_Assigned task_
Could you filter the data below down to the lines that hold the word "paths"?

_Given entries_
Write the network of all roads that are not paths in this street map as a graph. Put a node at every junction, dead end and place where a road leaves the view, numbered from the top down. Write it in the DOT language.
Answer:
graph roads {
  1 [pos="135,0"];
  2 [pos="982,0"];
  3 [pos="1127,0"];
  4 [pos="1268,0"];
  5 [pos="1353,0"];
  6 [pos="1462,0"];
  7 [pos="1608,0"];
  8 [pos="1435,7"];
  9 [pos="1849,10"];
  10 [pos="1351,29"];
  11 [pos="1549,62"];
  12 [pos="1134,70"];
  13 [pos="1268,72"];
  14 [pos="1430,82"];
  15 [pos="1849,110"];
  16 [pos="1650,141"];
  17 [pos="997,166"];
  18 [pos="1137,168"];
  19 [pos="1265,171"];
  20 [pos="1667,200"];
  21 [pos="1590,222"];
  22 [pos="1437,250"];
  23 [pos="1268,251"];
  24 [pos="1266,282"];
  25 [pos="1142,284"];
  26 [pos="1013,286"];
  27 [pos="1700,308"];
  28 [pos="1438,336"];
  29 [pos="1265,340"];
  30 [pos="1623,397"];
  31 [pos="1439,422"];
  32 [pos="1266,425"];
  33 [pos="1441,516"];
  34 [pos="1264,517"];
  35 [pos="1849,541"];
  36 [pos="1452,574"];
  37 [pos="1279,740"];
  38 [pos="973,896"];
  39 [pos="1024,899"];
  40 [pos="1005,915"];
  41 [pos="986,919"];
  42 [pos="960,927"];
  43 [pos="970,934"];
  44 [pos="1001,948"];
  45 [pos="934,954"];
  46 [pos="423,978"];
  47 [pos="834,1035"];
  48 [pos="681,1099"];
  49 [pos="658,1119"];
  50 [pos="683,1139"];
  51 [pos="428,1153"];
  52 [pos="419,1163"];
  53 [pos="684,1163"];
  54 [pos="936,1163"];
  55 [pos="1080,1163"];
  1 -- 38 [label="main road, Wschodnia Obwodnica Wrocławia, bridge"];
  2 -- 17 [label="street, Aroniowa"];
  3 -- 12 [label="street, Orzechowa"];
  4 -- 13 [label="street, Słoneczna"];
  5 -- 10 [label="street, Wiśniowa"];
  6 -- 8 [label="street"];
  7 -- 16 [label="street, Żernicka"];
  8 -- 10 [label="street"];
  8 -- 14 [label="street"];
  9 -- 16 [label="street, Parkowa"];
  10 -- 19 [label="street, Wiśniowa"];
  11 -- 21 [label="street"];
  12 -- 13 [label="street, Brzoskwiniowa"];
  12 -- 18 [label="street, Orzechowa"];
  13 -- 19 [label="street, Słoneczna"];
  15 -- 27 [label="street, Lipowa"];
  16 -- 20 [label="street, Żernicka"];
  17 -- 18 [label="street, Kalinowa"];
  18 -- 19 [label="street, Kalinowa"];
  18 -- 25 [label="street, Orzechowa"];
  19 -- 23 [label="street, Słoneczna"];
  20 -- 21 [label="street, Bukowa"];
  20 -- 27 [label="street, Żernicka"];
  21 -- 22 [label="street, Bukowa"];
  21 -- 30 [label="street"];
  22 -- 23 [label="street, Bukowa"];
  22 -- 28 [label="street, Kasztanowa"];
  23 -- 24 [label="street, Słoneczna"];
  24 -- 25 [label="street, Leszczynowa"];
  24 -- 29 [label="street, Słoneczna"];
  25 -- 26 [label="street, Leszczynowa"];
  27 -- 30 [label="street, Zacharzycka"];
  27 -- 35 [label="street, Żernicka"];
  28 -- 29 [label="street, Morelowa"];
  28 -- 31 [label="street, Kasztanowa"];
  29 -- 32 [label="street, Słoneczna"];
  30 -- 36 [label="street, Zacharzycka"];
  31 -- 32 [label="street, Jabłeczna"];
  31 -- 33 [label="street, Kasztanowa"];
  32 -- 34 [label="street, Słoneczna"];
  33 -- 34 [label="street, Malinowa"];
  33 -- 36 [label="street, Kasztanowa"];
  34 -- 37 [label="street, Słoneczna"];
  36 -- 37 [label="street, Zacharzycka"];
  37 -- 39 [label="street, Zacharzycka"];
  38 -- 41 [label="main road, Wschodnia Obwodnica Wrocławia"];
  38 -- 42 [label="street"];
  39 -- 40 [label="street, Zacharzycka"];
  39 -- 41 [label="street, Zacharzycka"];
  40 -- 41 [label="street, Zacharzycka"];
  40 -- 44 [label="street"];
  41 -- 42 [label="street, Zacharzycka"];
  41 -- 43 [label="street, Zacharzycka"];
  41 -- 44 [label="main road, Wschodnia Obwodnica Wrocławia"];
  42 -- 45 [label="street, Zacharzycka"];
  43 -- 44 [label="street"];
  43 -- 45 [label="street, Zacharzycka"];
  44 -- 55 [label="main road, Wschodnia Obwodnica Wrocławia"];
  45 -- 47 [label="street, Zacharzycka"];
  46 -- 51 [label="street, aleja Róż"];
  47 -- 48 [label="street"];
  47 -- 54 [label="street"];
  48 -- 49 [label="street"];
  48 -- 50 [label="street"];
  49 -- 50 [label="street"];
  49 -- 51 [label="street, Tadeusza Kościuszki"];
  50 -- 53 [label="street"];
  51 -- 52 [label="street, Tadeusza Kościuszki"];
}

---

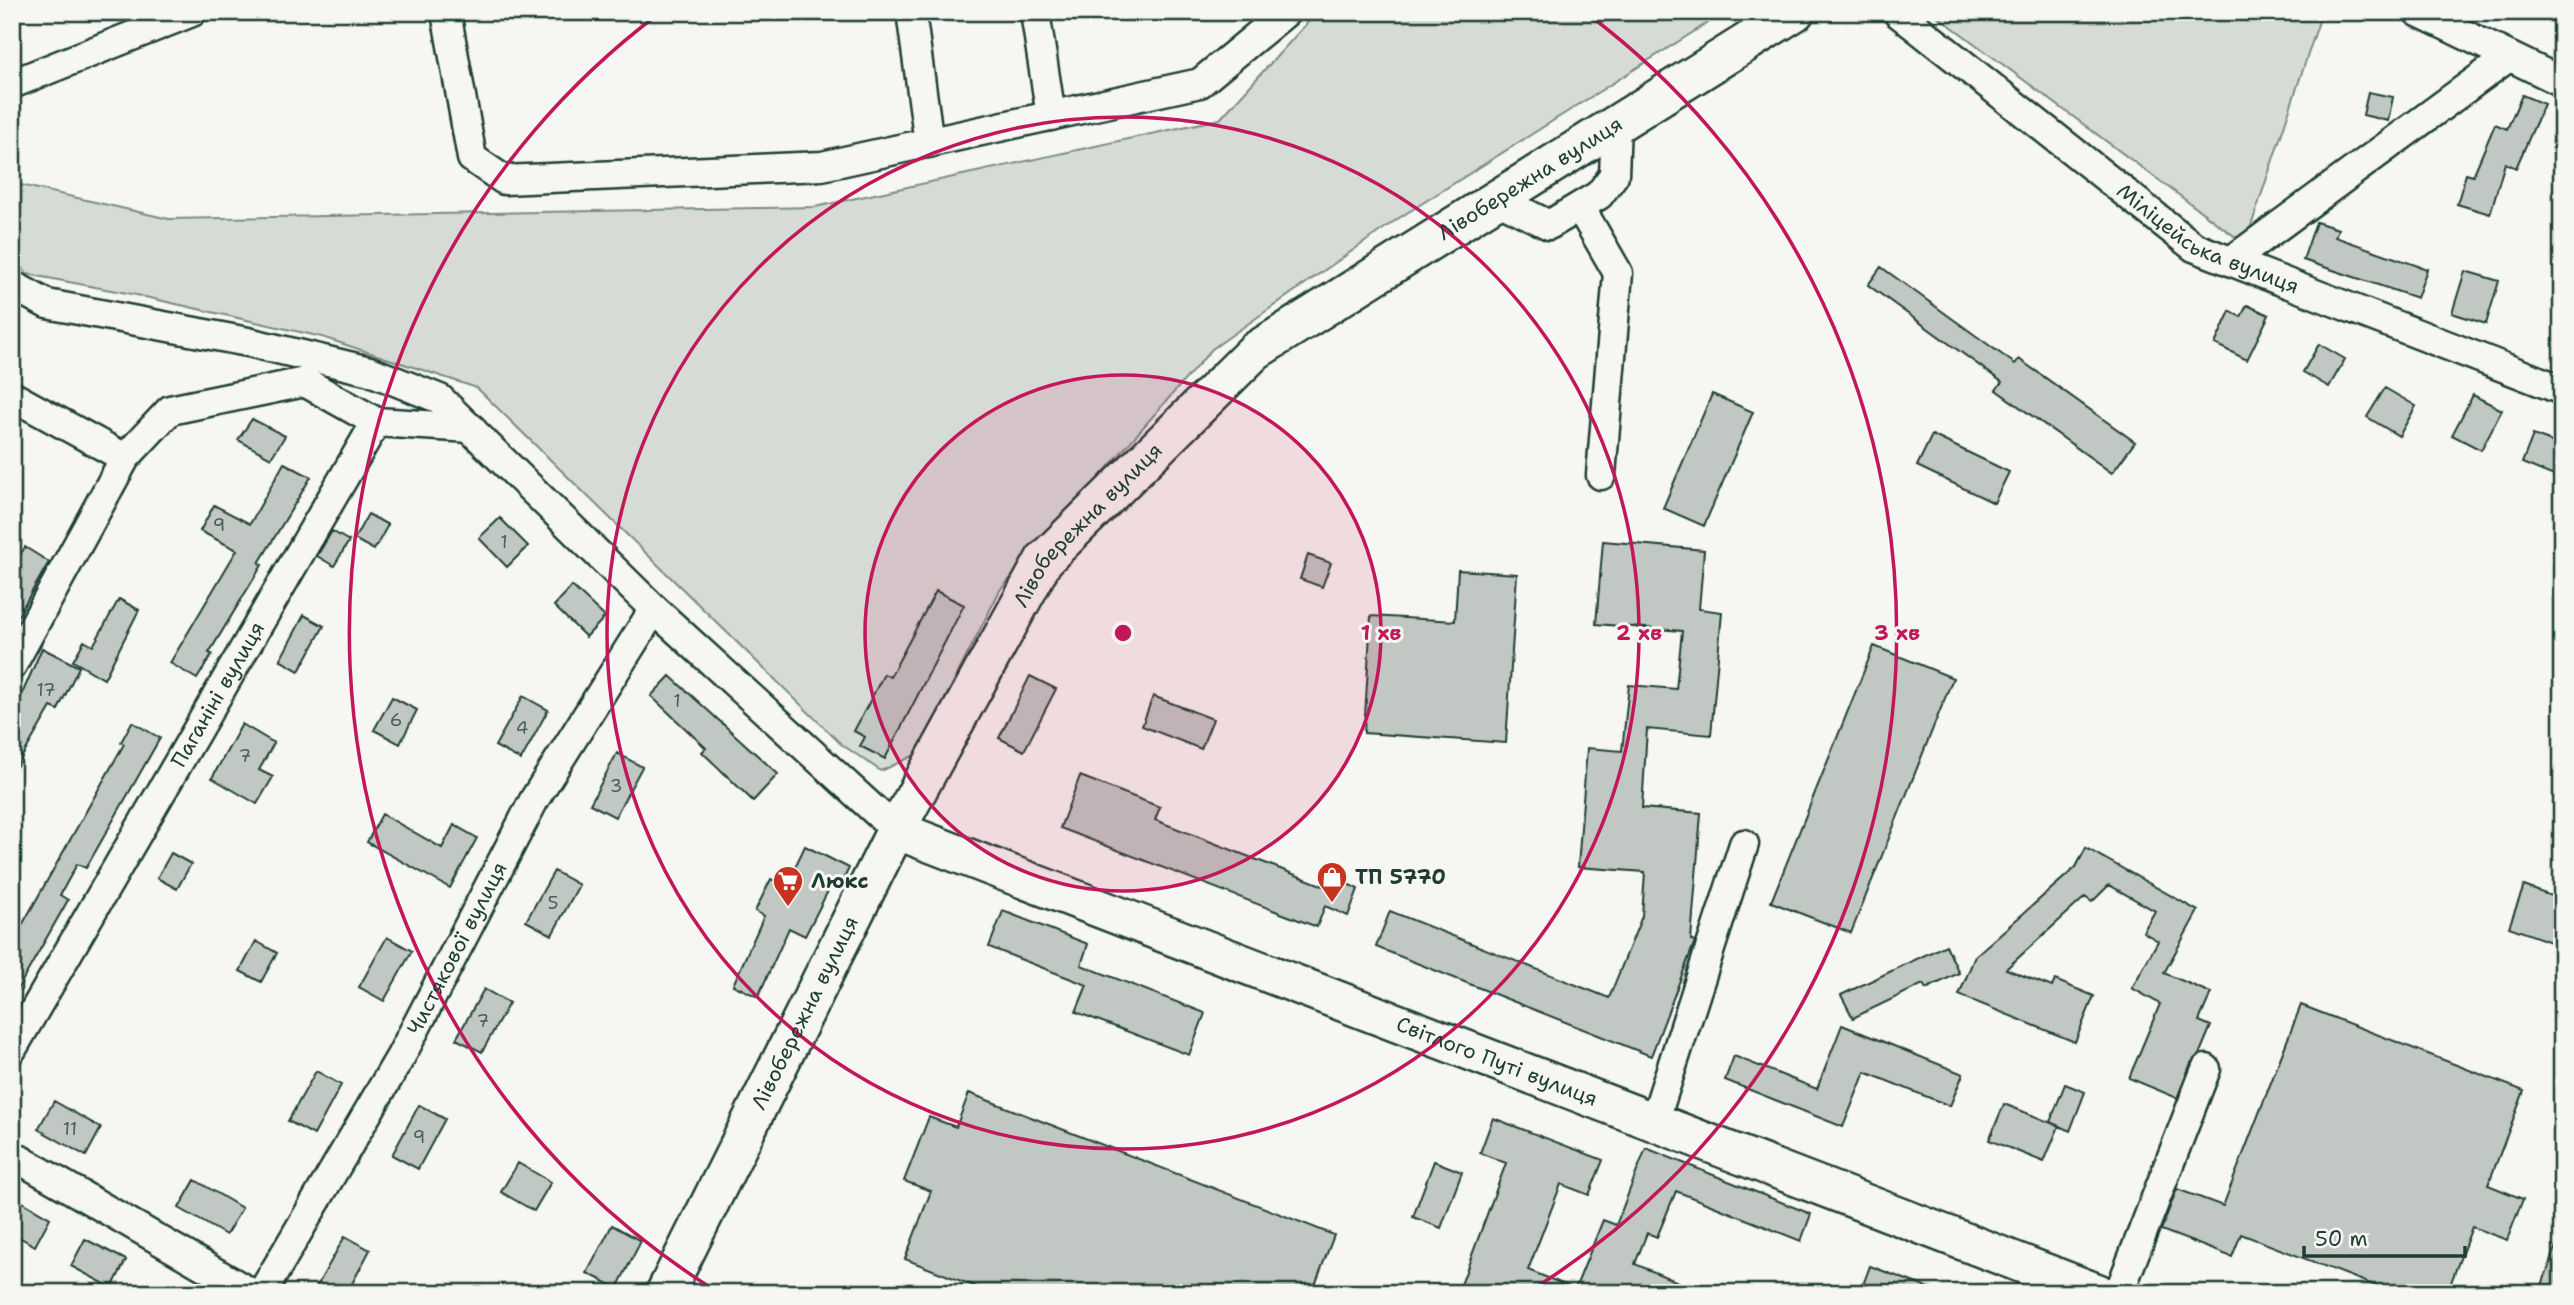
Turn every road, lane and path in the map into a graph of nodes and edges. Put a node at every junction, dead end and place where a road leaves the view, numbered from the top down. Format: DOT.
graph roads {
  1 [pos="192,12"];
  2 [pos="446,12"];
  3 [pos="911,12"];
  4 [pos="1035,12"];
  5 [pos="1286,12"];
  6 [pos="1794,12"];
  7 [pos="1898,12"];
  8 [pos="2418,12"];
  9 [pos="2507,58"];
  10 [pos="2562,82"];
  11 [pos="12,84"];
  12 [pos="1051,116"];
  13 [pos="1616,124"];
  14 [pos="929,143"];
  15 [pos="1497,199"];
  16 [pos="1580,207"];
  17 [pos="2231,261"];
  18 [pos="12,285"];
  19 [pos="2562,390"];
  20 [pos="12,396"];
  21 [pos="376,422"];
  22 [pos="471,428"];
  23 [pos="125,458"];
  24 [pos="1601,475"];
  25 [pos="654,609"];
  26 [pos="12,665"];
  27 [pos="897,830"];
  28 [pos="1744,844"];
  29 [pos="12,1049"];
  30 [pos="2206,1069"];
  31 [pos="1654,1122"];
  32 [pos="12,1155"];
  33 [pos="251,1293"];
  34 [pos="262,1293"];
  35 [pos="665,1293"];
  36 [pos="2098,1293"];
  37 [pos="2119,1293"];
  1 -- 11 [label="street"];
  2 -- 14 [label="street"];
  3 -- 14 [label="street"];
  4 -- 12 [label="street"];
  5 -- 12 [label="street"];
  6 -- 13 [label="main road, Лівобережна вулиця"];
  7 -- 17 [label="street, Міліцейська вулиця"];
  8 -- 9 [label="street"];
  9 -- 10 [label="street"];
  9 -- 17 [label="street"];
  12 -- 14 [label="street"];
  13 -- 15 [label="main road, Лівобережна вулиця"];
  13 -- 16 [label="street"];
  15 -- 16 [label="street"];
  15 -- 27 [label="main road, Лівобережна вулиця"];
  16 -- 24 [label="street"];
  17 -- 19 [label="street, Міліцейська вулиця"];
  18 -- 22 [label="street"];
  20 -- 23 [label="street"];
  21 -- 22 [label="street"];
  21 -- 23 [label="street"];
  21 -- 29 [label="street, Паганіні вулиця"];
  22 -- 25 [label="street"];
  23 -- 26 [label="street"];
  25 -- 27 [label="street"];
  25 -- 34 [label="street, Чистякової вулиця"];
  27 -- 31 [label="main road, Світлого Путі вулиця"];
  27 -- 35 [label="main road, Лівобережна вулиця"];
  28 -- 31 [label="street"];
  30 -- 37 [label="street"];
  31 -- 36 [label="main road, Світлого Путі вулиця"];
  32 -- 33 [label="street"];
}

---

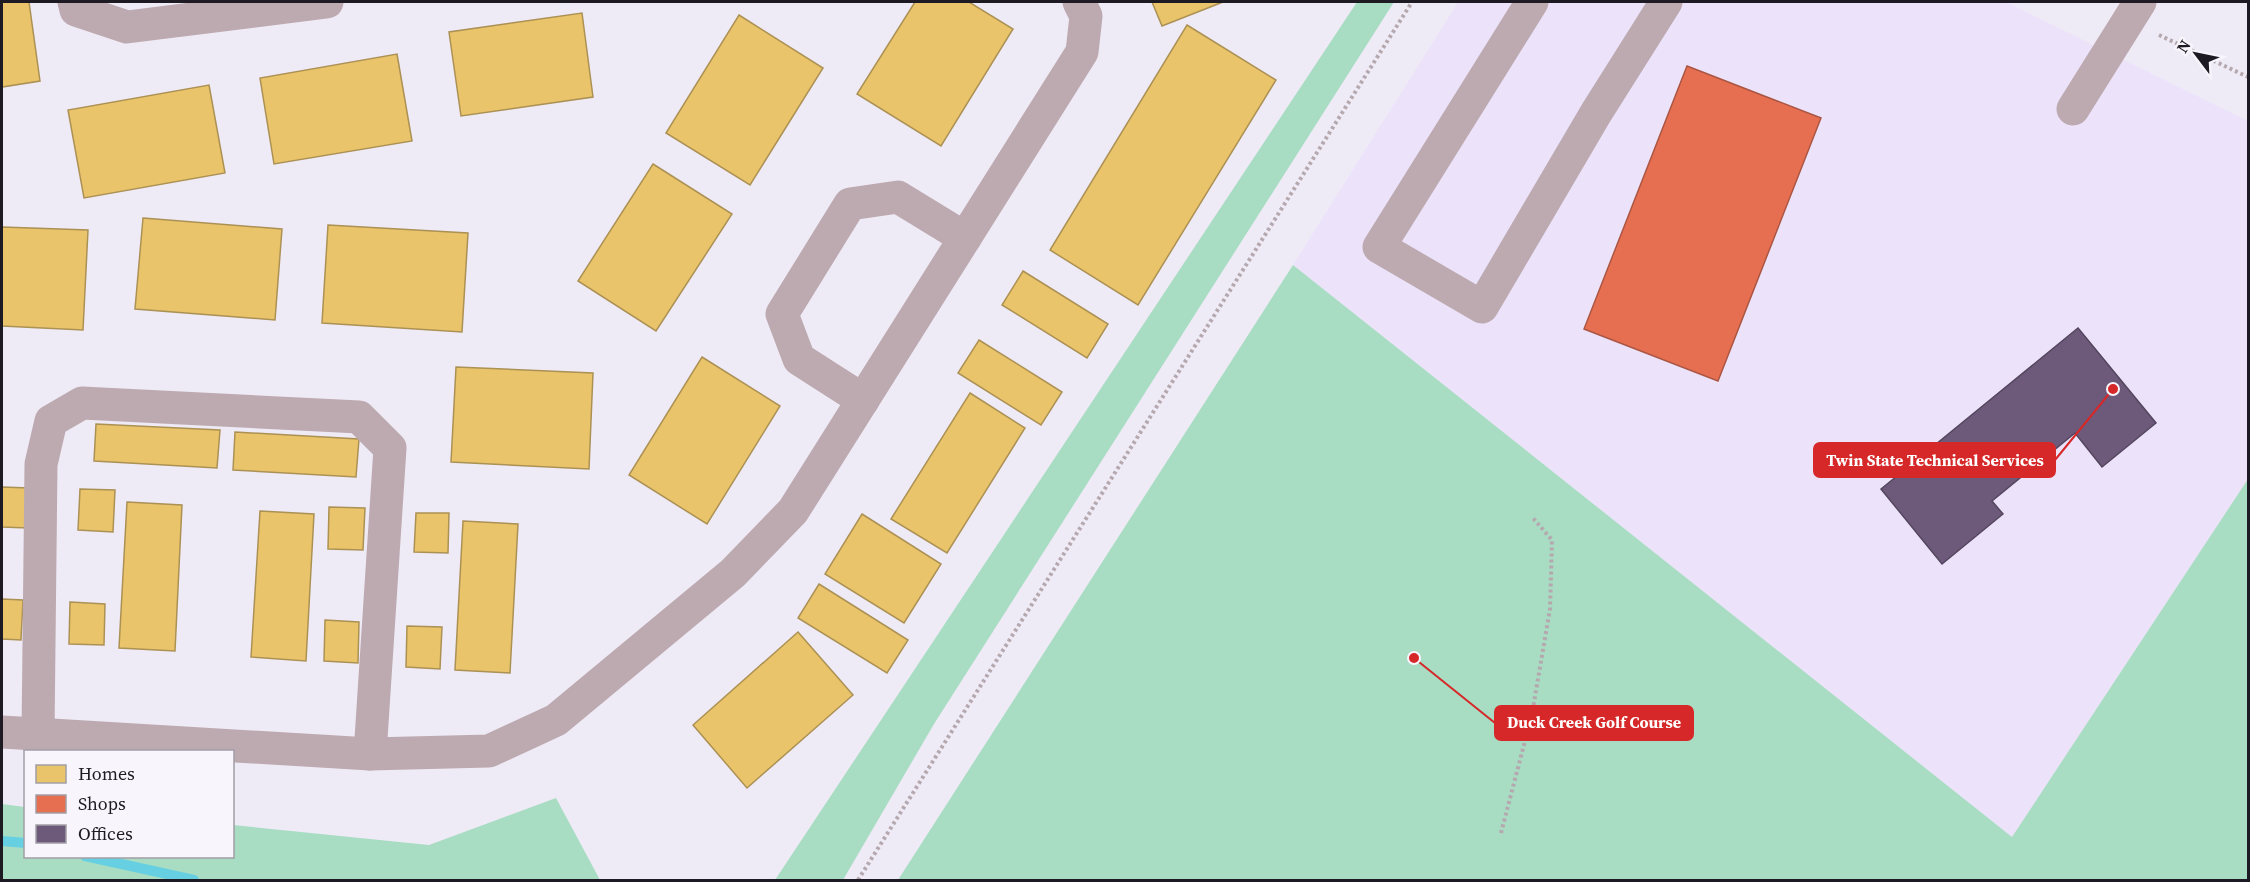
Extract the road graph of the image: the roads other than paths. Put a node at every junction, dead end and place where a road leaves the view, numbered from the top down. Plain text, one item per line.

_Answer space_
Write the network of all roads that are not paths in this street map as a graph. Put a node at every junction, dead end and place where a road leaves the view, numbered from the top down. Write it in the DOT language.
Extract the road graph of the image: the roads other than paths. Put a node at every junction, dead end and place where a road leaves the view, numbered from the top down. Plain text, one item per line.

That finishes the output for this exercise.